When Mr. Myers died a couple of years later, The Sun also recalled that he liked to be thought of as a raconteur and several of his memoirs were printed in The Sun’s Sunday Magazine. Mr. Myers had been a reporter for the nowdefunct Evening Sun in its heyday— before the First World War.
You could have a worse neighbor than a raconteur who drinks gin. He was plainly lonely and he liked an audience. In the afternoon, he would prepare a silver shaker of martinis of a potency that he said, like the Martini-Henry rifle, were deadly accurate at great distance. The shaker went into the icebox, as he still called it, for a frosty nap and was produced at the cocktail hour. I cannot speak to the accuracy of that firearm but the potables were deadly and efficient. Fortunately, we only had to walk next door.
Like any good raconteur, Mr. Myers had told his stories before and we were surely not the first to hear them. But journalists are like Masons and he had been in the lodge long, long ago. He had known H.L. Mencken (and donated his correspondence from Mencken to the Enoch Pratt Free Library ) but he’d also met Mencken’s old foe— William Jennings Bryan— and Helen Keller. He’d interviewed both for The Evening Sun when they came to town, a common practice in the old days, buttonholing traveling celebrities.
Mr. Myers was our portal to Baltimore and its roots, and to the Civil War, which seemed like only yesterday to him. Coming, as I did, from northern New England, I might have been deposited on the banks of the Sewanee River. Charm City, below the Mason-Dixon Line, seemed very Southern to me. And that impression, one that remains to this day, was much reinforced by the reminders of the late War Between the States that I passed every day.
Hard by Johns Hopkins University a statue commemorated the Civil War. I must have passed it dozens of times before I studied the inscription. It was erected by the Confederate Women of Maryland. Across from the Baltimore Museum of Art, there were statues of Robert E. Lee and Stonewall Jackson on their horses! I often showed these to Yankee out-of-towners unaccustomed to seeing Marse Robert commemorated in public places. And we were not long here before someone hauled us to Green Mount Cemetery to see the Booth family plot (Johns Wilkes Booth, et al).
The Civil War is plainly a complicated memory in Baltimore, as we will be reminded on April 12, the 150th anniversary of the shots fired on Fort Sumter. Baltimore was plainly part of the old Confederacy— at least in sentiment. Maryland, a border state where there was slavery, seems to the casual reader of history not the most enthusiastic supporter of the Union. Consider the words of the state song, “Maryland, My Maryland.” (Is it ever sung except at the Preakness?) Written in 1861, this ditty is flecked with allusions to “the despot’s heel” and “Northern scum.”

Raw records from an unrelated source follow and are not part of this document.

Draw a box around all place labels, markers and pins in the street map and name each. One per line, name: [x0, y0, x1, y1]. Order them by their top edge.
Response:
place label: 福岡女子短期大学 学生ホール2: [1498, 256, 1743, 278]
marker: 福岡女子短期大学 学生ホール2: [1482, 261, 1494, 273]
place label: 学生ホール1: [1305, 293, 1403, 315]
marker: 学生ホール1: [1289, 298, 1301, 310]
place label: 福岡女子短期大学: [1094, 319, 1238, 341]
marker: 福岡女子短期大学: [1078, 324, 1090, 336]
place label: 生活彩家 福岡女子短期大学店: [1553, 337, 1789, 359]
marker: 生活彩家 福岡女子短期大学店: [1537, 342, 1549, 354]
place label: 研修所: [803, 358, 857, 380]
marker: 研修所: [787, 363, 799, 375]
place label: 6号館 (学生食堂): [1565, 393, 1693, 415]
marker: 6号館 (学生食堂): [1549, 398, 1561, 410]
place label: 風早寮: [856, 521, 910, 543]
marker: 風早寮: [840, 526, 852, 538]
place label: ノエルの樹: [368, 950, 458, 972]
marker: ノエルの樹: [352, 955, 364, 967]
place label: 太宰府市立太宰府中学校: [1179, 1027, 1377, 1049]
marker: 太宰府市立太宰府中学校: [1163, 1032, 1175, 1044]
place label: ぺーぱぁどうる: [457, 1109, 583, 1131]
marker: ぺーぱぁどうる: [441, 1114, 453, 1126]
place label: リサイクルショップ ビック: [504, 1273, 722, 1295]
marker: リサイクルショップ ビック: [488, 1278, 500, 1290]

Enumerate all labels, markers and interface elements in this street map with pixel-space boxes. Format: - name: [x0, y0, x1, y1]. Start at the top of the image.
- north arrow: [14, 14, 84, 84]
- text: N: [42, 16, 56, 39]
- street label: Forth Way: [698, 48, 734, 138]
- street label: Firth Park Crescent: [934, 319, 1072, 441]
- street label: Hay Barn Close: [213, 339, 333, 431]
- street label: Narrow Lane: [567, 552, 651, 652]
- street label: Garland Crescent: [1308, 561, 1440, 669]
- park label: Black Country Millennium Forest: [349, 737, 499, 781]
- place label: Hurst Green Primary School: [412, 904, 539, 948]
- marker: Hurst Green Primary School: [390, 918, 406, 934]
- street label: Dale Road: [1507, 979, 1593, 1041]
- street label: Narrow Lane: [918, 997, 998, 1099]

I had not thought of Mr. Myers in a very long time but with the anniversary of the war the old man’s ghost comes to remind me of one of his most astonishing tales. Myers had been a student at the Friends School in 1909. That would be the Friends School that is now a condominium in Bolton Hill. The students at Friends, he recalled, were required to memorize the Gettysburg Address on the occasion of Lincoln’s centennial. The high point of the Lincoln celebration was a brief address by an ancient faculty member named Eli Matthews Lamb, whom Mr. Myers called Cousin Eli, a quaint custom among the Quakers.
Lamb, like the Quakers of the time, had been a pacifist during the war and had served in the Sanitary Commission. Lamb was at Gettysburg the day Lincoln delivered his famous speech— all 273 words of it in about two minutes that came after a two hour and 19-minute philippic by Edward Everett and established forever that less is more.
Mr. Myers never forgot the war or Cousin Eli or Gettysburg, and neither have my wife and I. He gave us his stories and his friendship and a few martinis and made it possible for us to say years later that we had known someone who had known someone who had heard the Gettysburg Address.